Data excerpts

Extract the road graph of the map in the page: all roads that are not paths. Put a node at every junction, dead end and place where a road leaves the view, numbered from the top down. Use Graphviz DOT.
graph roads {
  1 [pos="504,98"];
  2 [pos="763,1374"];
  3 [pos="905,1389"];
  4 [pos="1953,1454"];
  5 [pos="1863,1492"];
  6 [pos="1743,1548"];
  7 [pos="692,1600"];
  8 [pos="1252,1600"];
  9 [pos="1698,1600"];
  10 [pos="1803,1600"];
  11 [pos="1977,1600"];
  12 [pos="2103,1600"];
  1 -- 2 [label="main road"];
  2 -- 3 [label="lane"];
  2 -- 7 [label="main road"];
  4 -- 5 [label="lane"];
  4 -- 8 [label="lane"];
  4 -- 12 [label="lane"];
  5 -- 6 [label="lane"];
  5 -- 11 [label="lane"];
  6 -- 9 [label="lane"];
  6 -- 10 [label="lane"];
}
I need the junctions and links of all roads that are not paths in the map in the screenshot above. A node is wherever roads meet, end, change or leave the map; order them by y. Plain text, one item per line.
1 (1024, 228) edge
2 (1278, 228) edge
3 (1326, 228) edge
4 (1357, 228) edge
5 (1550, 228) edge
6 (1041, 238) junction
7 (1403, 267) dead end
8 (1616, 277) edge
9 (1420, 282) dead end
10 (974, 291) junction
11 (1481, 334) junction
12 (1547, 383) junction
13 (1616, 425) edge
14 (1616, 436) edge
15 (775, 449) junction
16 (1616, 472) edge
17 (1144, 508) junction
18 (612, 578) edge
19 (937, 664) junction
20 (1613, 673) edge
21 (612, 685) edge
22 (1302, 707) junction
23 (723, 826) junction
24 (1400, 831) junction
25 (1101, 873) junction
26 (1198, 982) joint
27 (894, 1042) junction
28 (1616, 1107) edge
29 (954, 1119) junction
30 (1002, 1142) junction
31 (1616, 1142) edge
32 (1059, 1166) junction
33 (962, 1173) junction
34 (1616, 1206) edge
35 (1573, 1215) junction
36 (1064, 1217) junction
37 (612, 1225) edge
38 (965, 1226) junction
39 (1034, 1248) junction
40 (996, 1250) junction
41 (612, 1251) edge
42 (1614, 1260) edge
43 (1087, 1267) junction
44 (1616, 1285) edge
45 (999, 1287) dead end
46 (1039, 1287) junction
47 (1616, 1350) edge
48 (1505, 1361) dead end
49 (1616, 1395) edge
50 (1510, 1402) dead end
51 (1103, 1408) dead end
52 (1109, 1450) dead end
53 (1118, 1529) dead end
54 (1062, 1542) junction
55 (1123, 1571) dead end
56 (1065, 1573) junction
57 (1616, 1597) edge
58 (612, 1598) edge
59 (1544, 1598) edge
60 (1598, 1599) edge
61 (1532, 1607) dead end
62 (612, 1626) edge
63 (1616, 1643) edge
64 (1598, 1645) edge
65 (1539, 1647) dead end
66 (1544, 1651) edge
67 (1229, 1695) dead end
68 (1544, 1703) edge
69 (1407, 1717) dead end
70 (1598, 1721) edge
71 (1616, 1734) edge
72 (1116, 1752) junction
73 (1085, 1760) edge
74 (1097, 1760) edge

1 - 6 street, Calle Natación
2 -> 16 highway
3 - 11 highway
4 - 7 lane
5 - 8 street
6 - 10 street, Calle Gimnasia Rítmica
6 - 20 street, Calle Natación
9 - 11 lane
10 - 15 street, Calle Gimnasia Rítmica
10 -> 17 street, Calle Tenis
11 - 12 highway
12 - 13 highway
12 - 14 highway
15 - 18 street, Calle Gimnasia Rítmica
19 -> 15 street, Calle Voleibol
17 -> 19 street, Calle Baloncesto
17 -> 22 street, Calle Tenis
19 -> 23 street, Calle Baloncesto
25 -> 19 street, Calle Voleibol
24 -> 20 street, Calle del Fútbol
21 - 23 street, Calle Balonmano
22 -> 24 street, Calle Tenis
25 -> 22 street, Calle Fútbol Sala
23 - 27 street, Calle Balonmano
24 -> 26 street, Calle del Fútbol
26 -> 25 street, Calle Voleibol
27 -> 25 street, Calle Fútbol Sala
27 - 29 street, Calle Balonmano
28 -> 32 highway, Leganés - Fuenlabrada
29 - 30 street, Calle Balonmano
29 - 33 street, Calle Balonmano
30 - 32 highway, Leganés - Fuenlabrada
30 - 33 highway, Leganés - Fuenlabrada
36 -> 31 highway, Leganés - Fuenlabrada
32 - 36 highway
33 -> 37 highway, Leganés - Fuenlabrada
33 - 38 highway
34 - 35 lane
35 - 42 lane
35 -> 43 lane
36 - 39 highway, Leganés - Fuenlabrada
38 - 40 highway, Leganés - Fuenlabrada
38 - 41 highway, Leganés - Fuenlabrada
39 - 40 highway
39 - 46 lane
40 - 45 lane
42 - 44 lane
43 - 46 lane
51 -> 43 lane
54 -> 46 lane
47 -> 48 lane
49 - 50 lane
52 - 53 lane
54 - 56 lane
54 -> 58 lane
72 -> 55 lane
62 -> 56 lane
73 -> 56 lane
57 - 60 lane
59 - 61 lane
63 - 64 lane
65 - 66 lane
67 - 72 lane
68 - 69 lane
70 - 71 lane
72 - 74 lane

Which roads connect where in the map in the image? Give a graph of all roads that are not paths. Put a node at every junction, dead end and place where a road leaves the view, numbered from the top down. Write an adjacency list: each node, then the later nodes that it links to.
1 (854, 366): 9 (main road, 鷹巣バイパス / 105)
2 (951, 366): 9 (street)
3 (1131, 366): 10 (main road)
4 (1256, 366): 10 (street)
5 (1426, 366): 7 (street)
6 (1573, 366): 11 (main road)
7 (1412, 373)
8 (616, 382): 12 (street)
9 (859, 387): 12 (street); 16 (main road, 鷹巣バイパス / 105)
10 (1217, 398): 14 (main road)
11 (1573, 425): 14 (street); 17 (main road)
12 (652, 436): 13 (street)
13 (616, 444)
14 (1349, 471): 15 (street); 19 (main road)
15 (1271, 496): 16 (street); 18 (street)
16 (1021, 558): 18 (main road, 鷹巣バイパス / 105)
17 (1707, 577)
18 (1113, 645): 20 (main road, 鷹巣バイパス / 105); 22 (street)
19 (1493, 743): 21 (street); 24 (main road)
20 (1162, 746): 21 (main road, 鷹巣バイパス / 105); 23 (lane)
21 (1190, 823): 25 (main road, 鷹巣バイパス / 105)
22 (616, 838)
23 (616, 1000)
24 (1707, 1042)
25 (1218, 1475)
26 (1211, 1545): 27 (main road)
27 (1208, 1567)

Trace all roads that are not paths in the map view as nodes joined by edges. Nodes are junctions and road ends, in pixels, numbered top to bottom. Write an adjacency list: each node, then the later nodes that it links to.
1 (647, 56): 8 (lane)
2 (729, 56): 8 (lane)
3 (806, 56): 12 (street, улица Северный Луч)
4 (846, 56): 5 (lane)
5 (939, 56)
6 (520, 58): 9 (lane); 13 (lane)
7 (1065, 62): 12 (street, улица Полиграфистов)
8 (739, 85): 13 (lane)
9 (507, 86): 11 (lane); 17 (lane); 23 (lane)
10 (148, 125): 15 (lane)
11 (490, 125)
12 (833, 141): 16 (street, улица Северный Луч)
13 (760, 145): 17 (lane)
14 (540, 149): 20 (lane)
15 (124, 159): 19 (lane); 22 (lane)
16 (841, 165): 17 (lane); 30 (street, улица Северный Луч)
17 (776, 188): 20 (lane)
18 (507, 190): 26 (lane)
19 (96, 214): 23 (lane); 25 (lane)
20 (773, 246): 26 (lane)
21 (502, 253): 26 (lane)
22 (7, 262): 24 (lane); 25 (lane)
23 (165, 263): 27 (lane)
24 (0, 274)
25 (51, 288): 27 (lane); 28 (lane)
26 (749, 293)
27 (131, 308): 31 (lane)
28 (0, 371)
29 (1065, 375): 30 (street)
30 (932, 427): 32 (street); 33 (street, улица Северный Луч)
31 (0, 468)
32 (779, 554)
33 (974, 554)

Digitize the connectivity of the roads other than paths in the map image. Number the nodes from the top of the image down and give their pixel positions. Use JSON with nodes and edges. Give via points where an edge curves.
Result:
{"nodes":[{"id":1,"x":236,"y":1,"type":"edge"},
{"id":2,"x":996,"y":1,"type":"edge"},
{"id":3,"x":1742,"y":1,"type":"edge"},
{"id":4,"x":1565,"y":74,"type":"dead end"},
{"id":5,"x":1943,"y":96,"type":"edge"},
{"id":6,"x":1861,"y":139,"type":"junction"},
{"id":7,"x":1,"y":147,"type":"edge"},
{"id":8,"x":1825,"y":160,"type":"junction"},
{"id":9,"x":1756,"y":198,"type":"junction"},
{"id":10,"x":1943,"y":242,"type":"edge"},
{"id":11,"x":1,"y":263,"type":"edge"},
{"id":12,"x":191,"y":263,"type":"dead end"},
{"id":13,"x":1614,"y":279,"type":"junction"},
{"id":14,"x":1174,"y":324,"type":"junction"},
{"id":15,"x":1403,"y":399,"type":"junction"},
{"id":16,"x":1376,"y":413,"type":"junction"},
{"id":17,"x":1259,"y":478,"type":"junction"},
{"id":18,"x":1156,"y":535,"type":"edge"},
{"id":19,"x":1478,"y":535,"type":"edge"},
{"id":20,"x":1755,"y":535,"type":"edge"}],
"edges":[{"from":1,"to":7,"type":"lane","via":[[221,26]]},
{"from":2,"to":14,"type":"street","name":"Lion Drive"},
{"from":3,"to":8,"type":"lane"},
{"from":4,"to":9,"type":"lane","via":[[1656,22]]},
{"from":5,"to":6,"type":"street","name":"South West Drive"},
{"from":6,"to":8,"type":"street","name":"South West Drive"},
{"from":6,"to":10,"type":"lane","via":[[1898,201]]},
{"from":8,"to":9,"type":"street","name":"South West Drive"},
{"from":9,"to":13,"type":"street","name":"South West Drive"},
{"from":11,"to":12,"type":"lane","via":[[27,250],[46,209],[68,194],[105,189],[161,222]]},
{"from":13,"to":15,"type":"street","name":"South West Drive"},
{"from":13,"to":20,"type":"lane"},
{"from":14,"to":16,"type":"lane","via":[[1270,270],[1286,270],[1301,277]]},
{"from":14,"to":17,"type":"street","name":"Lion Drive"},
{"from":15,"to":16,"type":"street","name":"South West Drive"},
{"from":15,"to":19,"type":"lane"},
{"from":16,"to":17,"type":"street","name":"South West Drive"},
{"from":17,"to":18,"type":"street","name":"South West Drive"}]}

**Assigned task**
Reproduce every line in the data that has the word "Gimnasia" in it.

**Answer to this task**
6 - 10 street, Calle Gimnasia Rítmica
10 - 15 street, Calle Gimnasia Rítmica
15 - 18 street, Calle Gimnasia Rítmica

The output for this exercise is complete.